_Assignment_: A faithful copy of the whole listing is the goal. Match it exactly.
++++
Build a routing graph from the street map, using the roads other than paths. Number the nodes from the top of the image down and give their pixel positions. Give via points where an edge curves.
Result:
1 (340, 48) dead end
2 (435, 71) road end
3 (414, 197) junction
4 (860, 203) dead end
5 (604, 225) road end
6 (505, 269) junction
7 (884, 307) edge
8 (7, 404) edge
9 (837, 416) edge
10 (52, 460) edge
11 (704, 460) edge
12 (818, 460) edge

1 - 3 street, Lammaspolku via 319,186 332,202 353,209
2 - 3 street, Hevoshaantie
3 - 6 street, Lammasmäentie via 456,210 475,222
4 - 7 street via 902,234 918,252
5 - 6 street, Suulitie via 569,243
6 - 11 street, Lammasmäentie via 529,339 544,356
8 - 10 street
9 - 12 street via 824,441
++++
_Output of the exercise_:
Build a routing graph from the street map, using the roads other than paths. Number the nodes from the top of the image down and give their pixel positions. Give via points where an edge curves.
Result:
1 (340, 48) dead end
2 (435, 71) road end
3 (414, 197) junction
4 (860, 203) dead end
5 (604, 225) road end
6 (505, 269) junction
7 (884, 307) edge
8 (7, 404) edge
9 (837, 416) edge
10 (52, 460) edge
11 (704, 460) edge
12 (818, 460) edge

1 - 3 street, Lammaspolku via 319,186 332,202 353,209
2 - 3 street, Hevoshaantie
3 - 6 street, Lammasmäentie via 456,210 475,222
4 - 7 street via 902,234 918,252
5 - 6 street, Suulitie via 569,243
6 - 11 street, Lammasmäentie via 529,339 544,356
8 - 10 street
9 - 12 street via 824,441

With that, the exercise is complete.